So, the inside of my cylinders has visible scoring, but not up and down the wall, at an angle. I suppose I'd describe it as if something "spiraled down the cylinder". However I can not feel the scoring with my baby soft fingers, and every cylinder has the same look. Thoughts?

I can also move all the pistons side to side when at TDC, some more than others. However the movement is 1/4 mm to 3/4 mm. Do you think this is too much movement?

What you're seeing on your cylinder walls is just exactly what you want to see. It is scoring and it was put there when the block was machined as a brand new engine (or at rebuild time, but I doubt that's been done yet). It looks like something spiraled up and down the cylinder wall because that's exactly how it was made. After the cylinder is bored to the correct size, it's honed to get that finish. Honing is done with a tool that has 2 or 3 blocks (usually, they can be made other ways too) of abrasive material that are spring loaded to push out against the cylinder walls. They're mounted on a motor (your drill if you're rebuilding an engine at home) and pushed up and down in the cylinder as the motor turns, leaving a spiral pattern on the cylinder walls. The grooves hold oil to lubricate the rings as they move up and down in the cylinders. It's really good to find them still visible. A smooth cylinder bore is a sure sign of an engine that's getting pretty worn out.
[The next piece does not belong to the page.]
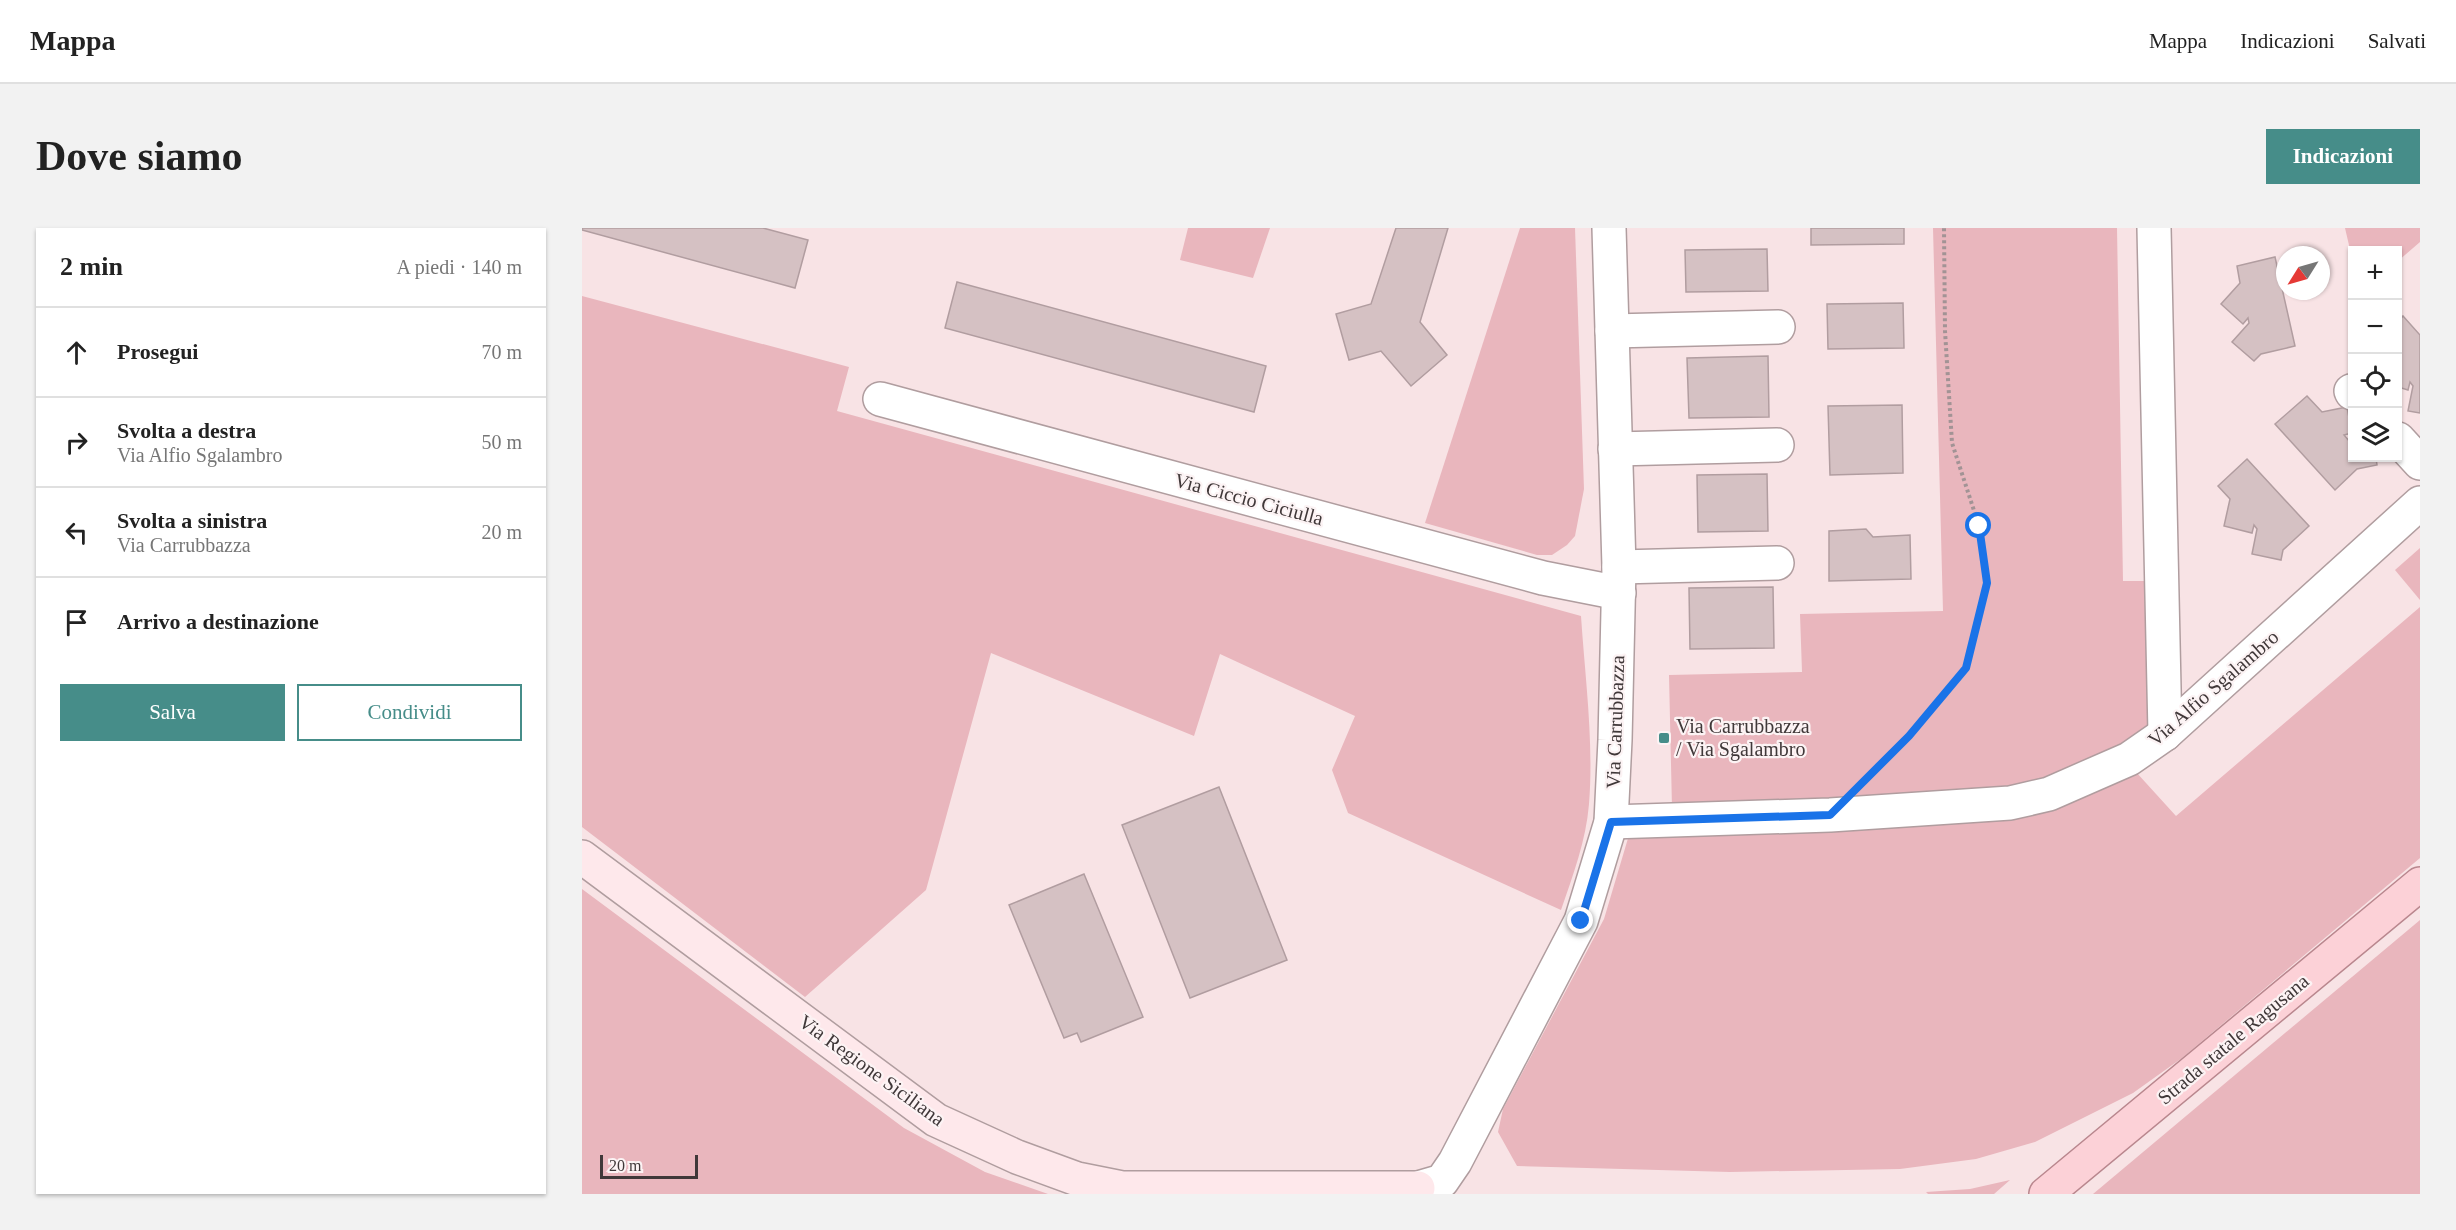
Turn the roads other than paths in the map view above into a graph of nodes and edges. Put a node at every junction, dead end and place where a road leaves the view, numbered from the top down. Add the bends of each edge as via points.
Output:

I'll bet you don't have much of a ridge at the top either. That's what Rick was talking about - the highest spot the rings touch in the cylinder. An engine with a lot of wear will have a big ridge that you can easily catch a fingernail on.

The pistons are probably fine since you have plenty of hatching (the scoring) in the cylinders. They're aluminum. The rods are steel. I'll have to admit, I'm not sure about the cylinders. It looks like they might be steel sleeves in the cast iron block when I look at pictures in the Bentley.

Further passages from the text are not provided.